Server Monitoring and Alarm Reduction

by: James Park

While there is no way to completely eliminate white noise, there are several key considerations that can help improve outcomes while monitoring your servers. Here, we’ll look at what your solution should be able to do, how you should use it, and when you need to closely examine events.

What type of solution do you need?

Modern IT Infrastructure Monitoring (ITIM) solutions — such as Broadcom’s DX Unified Infrastructure Management (DX UIM) — offer a breadth of visibility options and can be overwhelming if you are not sure of why you are looking at certain metrics. You can work with your domain specialists and subject matter experts to identify the critical metrics, conditions, and events for the systems that comprise your infrastructure. Gartner’s 2021 "Market Guide for IT Infrastructure Monitoring Tools" report recommends using the metrics to determine the right monitoring tools for your business.

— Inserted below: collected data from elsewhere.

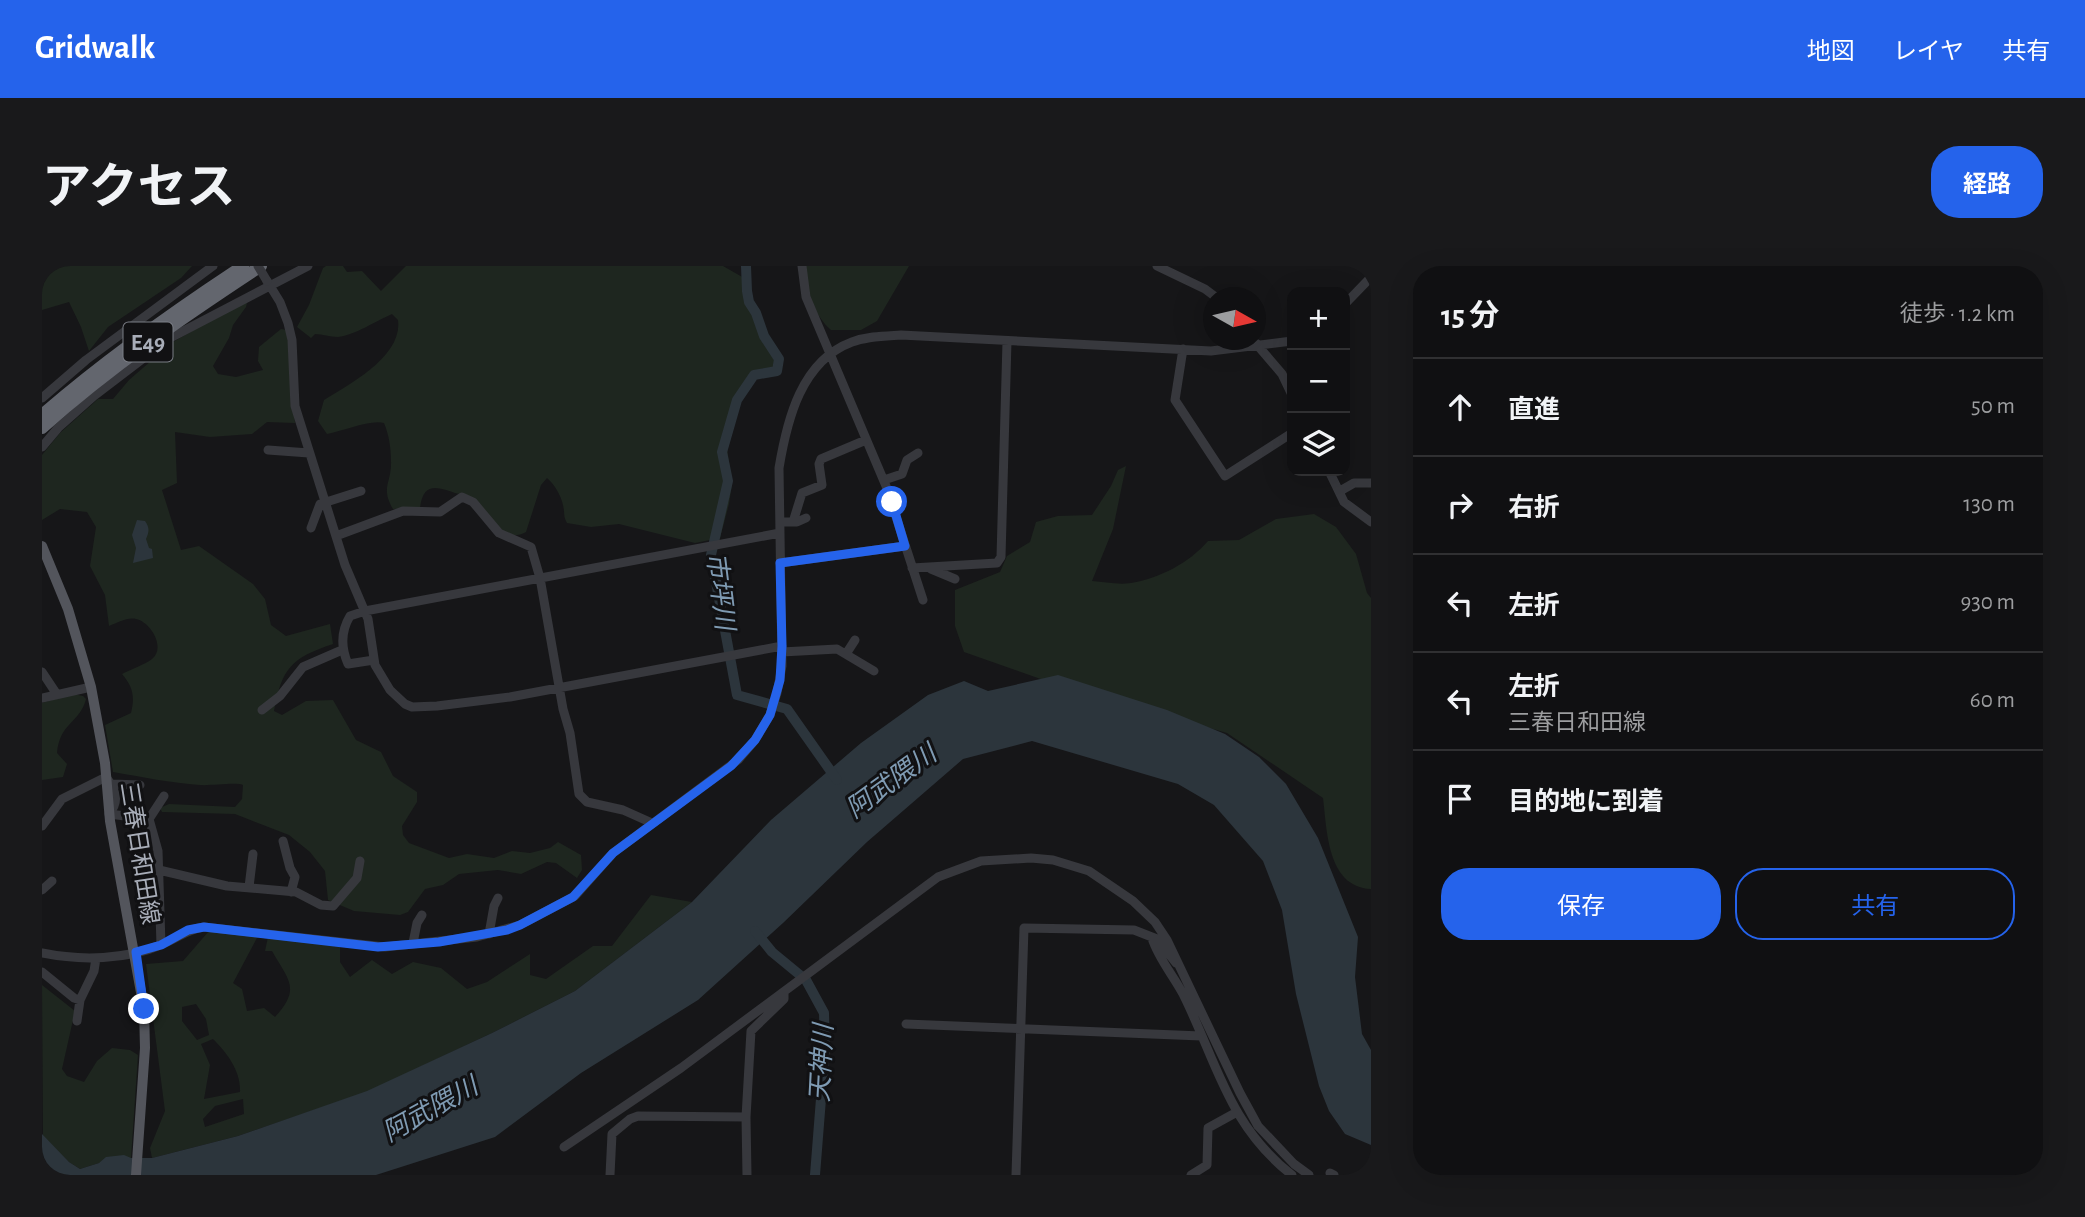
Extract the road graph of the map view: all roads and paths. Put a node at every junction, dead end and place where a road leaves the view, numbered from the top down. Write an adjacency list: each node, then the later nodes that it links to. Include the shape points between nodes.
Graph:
1 (213, 266): 19 (street)
2 (243, 266): 20 (highway, E49, via 147,331)
3 (259, 266): 8 (street, bridge); 21 (highway, E49, via 141,347)
4 (308, 266): 8 (street)
5 (802, 266): 17 (street, via 806,297)
6 (1157, 266): 9 (street)
7 (1371, 277): 10 (street)
8 (268, 283): 24 (street, via 170,338 94,396); 26 (street, via 290,330 295,406)
9 (1203, 288)
10 (1350, 299)
11 (1007, 341): 14 (street); 17 (street, via 872,337); 44 (street, via 1001,556 996,563)
12 (1287, 341): 13 (street)
13 (1266, 342)
14 (1183, 349): 15 (street); 22 (street, via 1175,400 1225,477)
15 (1224, 350)
16 (1262, 350): 18 (street)
17 (829, 354): 23 (street); 38 (street, via 803,385 783,442)
18 (1287, 384)
19 (42, 398)
20 (42, 415)
21 (42, 428)
22 (1287, 436)
23 (866, 440): 29 (street); 35 (street, via 821,459 822,485 802,493)
24 (42, 447)
25 (268, 450): 26 (street)
26 (309, 453): 33 (street)
27 (918, 453): 29 (street, via 907,460 902,474)
28 (1332, 476): 32 (street)
29 (884, 480): 41 (street)
30 (1371, 483): 32 (street, via 1354,483)
31 (361, 491): 33 (street)
32 (1340, 491): 36 (street, via 1344,502)
33 (324, 501): 37 (street); 39 (street)
34 (806, 518): 35 (street)
35 (793, 522): 38 (street)
36 (1371, 522)
37 (311, 528)
38 (780, 528): 42 (street); 45 (street)
39 (336, 536): 45 (street, via 403,511 440,512 464,497 499,533 531,547); 48 (street)
40 (42, 546): 56 (main road, 三春日和田線, via 68,609)
41 (905, 546): 42 (street); 43 (street)
42 (780, 563): 50 (street)
43 (912, 568): 44 (street); 47 (street)
44 (928, 568): 46 (street)
45 (540, 578): 48 (street); 57 (street)
46 (955, 579)
47 (923, 600)
48 (365, 611): 51 (street, via 347,620); 53 (street)
49 (855, 640): 52 (street)
50 (782, 649): 52 (street, via 831,649); 57 (street); 66 (street, via 774,703 755,740 731,766)
51 (342, 650): 53 (street, via 348,664); 60 (street, via 303,667)
52 (846, 654): 54 (street)
53 (374, 660): 57 (street, via 390,690 412,707)
54 (874, 671)
55 (42, 672): 58 (street)
56 (91, 687): 58 (street); 61 (main road, 三春日和田線)
57 (561, 688): 66 (street, via 579,794 587,802 623,810)
58 (56, 693): 59 (street)
59 (42, 698)
60 (262, 710)
61 (109, 780): 62 (street); 64 (main road, 三春日和田線); 67 (street, via 62,799)
62 (139, 785)
63 (164, 796): 65 (street)
64 (109, 814): 65 (street); 82 (main road, 三春日和田線)
65 (149, 819): 71 (street)
66 (652, 824): 78 (street, via 613,853 573,897 520,925)
67 (42, 826)
68 (283, 841): 75 (street, via 295,877)
69 (253, 854): 73 (street)
70 (360, 860): 75 (street, via 357,878 333,906)
71 (159, 870): 73 (street); 81 (street)
72 (52, 881): 74 (street)
73 (249, 887): 75 (street)
74 (42, 890)
75 (291, 891)
76 (498, 898): 78 (street)
77 (422, 915): 80 (street)
78 (489, 934): 80 (street)
79 (1151, 935): 85 (street); 91 (street, via 1134,930 1024,928); 92 (street)
80 (413, 943): 81 (street, via 378,947 204,927)
81 (161, 945): 82 (street)
82 (136, 952): 84 (street); 96 (main road, 三春日和田線, via 145,1034)
83 (42, 953): 84 (street)
84 (96, 958): 88 (street)
85 (1182, 968): 87 (street, via 1155,922 1102,879 1053,860 1004,858 937,877); 102 (street, via 1258,1126)
86 (42, 972): 88 (street)
87 (784, 992): 94 (street, via 784,999 751,1031); 95 (street)
88 (80, 1000): 89 (street)
89 (77, 1021)
90 (906, 1024): 91 (street)
91 (1021, 1030): 92 (street); 99 (street)
92 (1201, 1036): 93 (street)
93 (1237, 1112): 100 (street, via 1208,1128 1207,1165); 101 (street, via 1258,1143)
94 (746, 1117): 97 (street, via 630,1119 612,1134); 98 (street)
95 (564, 1147)
96 (136, 1175)
97 (610, 1175)
98 (747, 1175)
99 (1016, 1175)
100 (1191, 1175)
101 (1292, 1175)
102 (1309, 1175)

You can also step back and consider that in the modern world of IT infrastructure, the conditions you need to look at are far beyond simple metrics. A modern tool should provide insights such as:

  • Availability
  • Performance metrics
  • Service/daemon/process health
  • Log analysis
  • Physical/virtual and cloud/on-premise/hybrid

The solution should also be able to leverage visibility from other tools in the chain, either through integration or as part of an aggregate in a larger solution.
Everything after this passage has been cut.